» What to do
Drop the pictures, then repeat every record exactly as it stands.
*** Data listing ***
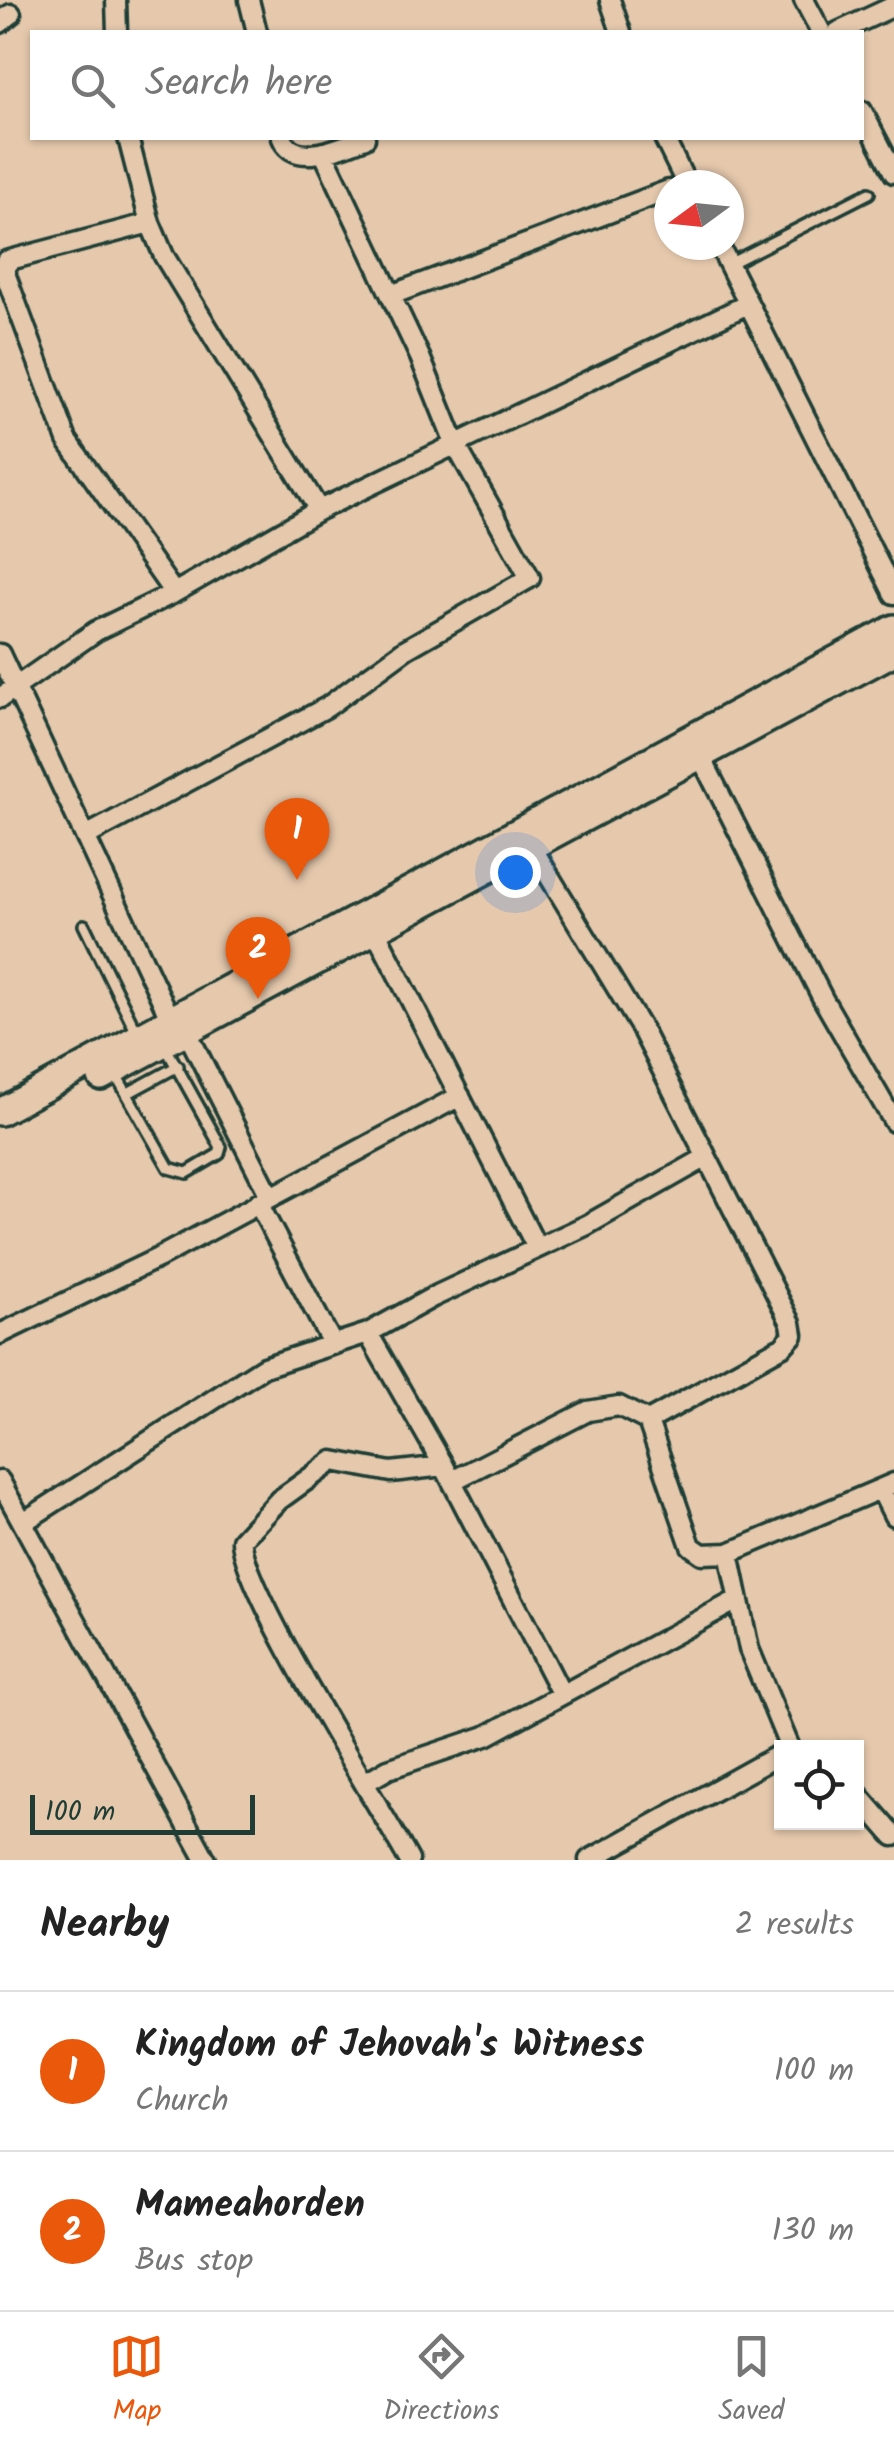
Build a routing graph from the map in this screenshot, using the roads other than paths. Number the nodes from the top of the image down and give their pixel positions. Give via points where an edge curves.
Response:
1 (116, 0) edge
2 (249, 0) edge
3 (610, 0) edge
4 (804, 0) edge
5 (894, 6) edge
6 (117, 30) edge
7 (256, 30) edge
8 (620, 30) edge
9 (820, 30) edge
10 (842, 30) edge
11 (864, 114) edge
12 (129, 140) edge
13 (283, 140) edge
14 (360, 140) edge
15 (665, 140) edge
16 (323, 152) junction
17 (675, 170) edge
18 (894, 172) edge
19 (869, 194) dead end
20 (654, 196) edge
21 (150, 223) junction
22 (727, 260) edge
23 (729, 264) junction
24 (391, 295) junction
25 (748, 304) junction
26 (455, 444) junction
27 (318, 510) junction
28 (174, 593) junction
29 (894, 594) edge
30 (894, 628) edge
31 (894, 652) edge
32 (0, 654) edge
33 (8, 694) edge
34 (700, 755) junction
35 (86, 836) junction
36 (531, 846) junction
37 (84, 925) dead end
38 (375, 930) junction
39 (168, 1040) junction
40 (121, 1082) junction
41 (460, 1096) junction
42 (0, 1112) edge
43 (894, 1122) edge
44 (0, 1132) edge
45 (706, 1158) junction
46 (264, 1199) junction
47 (536, 1246) junction
48 (368, 1333) junction
49 (0, 1334) edge
50 (333, 1346) junction
51 (648, 1421) junction
52 (448, 1474) junction
53 (0, 1481) edge
54 (888, 1487) edge
55 (894, 1516) edge
56 (25, 1521) junction
57 (729, 1552) junction
58 (737, 1600) junction
59 (560, 1693) junction
60 (787, 1740) edge
61 (774, 1757) edge
62 (366, 1782) junction
63 (864, 1801) edge
64 (894, 1836) edge
65 (206, 1860) edge
66 (409, 1860) edge
67 (588, 1860) edge

1 - 6 street
2 - 7 street
3 - 8 street
4 - 9 street
5 - 10 street
11 - 18 street
12 - 21 street
13 - 16 street via 290,152
14 - 16 street
15 - 17 street
16 - 24 street
19 - 23 lane
20 - 24 street
21 - 27 street
21 - 28 street via 6,261 6,276 67,440
22 - 23 street
23 - 25 street
24 - 26 street
25 - 26 street
25 - 29 street
26 - 27 street
26 - 35 street via 530,578 406,649 327,707
27 - 28 street
28 - 33 street via 96,631
30 - 39 street
31 - 34 street
32 - 33 street
33 - 35 street
34 - 36 street
34 - 43 street via 823,999
35 - 39 street
36 - 38 street
36 - 45 street via 640,1028
37 - 39 lane
38 - 39 street
38 - 41 street
39 - 40 street
39 - 40 lane via 219,1154 187,1173 169,1168
39 - 42 street
39 - 46 street
40 - 44 street
41 - 46 street
41 - 47 street
45 - 47 street
45 - 51 street via 793,1335
46 - 49 street
46 - 50 street
47 - 48 street
48 - 50 street
48 - 52 street
50 - 56 street via 264,1368
51 - 52 street via 618,1406 588,1410
51 - 57 street via 690,1546 702,1554
52 - 59 street
52 - 62 street via 333,1461 279,1500 242,1540 262,1600
53 - 56 street
54 - 55 street
54 - 57 street
56 - 65 street
57 - 58 street
58 - 59 street
58 - 60 street via 749,1649
59 - 62 street via 486,1736
61 - 67 street
62 - 66 street
63 - 64 street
*** End of Data listing ***
» Result
Build a routing graph from the map in this screenshot, using the roads other than paths. Number the nodes from the top of the image down and give their pixel positions. Give via points where an edge curves.
Response:
1 (116, 0) edge
2 (249, 0) edge
3 (610, 0) edge
4 (804, 0) edge
5 (894, 6) edge
6 (117, 30) edge
7 (256, 30) edge
8 (620, 30) edge
9 (820, 30) edge
10 (842, 30) edge
11 (864, 114) edge
12 (129, 140) edge
13 (283, 140) edge
14 (360, 140) edge
15 (665, 140) edge
16 (323, 152) junction
17 (675, 170) edge
18 (894, 172) edge
19 (869, 194) dead end
20 (654, 196) edge
21 (150, 223) junction
22 (727, 260) edge
23 (729, 264) junction
24 (391, 295) junction
25 (748, 304) junction
26 (455, 444) junction
27 (318, 510) junction
28 (174, 593) junction
29 (894, 594) edge
30 (894, 628) edge
31 (894, 652) edge
32 (0, 654) edge
33 (8, 694) edge
34 (700, 755) junction
35 (86, 836) junction
36 (531, 846) junction
37 (84, 925) dead end
38 (375, 930) junction
39 (168, 1040) junction
40 (121, 1082) junction
41 (460, 1096) junction
42 (0, 1112) edge
43 (894, 1122) edge
44 (0, 1132) edge
45 (706, 1158) junction
46 (264, 1199) junction
47 (536, 1246) junction
48 (368, 1333) junction
49 (0, 1334) edge
50 (333, 1346) junction
51 (648, 1421) junction
52 (448, 1474) junction
53 (0, 1481) edge
54 (888, 1487) edge
55 (894, 1516) edge
56 (25, 1521) junction
57 (729, 1552) junction
58 (737, 1600) junction
59 (560, 1693) junction
60 (787, 1740) edge
61 (774, 1757) edge
62 (366, 1782) junction
63 (864, 1801) edge
64 (894, 1836) edge
65 (206, 1860) edge
66 (409, 1860) edge
67 (588, 1860) edge

1 - 6 street
2 - 7 street
3 - 8 street
4 - 9 street
5 - 10 street
11 - 18 street
12 - 21 street
13 - 16 street via 290,152
14 - 16 street
15 - 17 street
16 - 24 street
19 - 23 lane
20 - 24 street
21 - 27 street
21 - 28 street via 6,261 6,276 67,440
22 - 23 street
23 - 25 street
24 - 26 street
25 - 26 street
25 - 29 street
26 - 27 street
26 - 35 street via 530,578 406,649 327,707
27 - 28 street
28 - 33 street via 96,631
30 - 39 street
31 - 34 street
32 - 33 street
33 - 35 street
34 - 36 street
34 - 43 street via 823,999
35 - 39 street
36 - 38 street
36 - 45 street via 640,1028
37 - 39 lane
38 - 39 street
38 - 41 street
39 - 40 street
39 - 40 lane via 219,1154 187,1173 169,1168
39 - 42 street
39 - 46 street
40 - 44 street
41 - 46 street
41 - 47 street
45 - 47 street
45 - 51 street via 793,1335
46 - 49 street
46 - 50 street
47 - 48 street
48 - 50 street
48 - 52 street
50 - 56 street via 264,1368
51 - 52 street via 618,1406 588,1410
51 - 57 street via 690,1546 702,1554
52 - 59 street
52 - 62 street via 333,1461 279,1500 242,1540 262,1600
53 - 56 street
54 - 55 street
54 - 57 street
56 - 65 street
57 - 58 street
58 - 59 street
58 - 60 street via 749,1649
59 - 62 street via 486,1736
61 - 67 street
62 - 66 street
63 - 64 street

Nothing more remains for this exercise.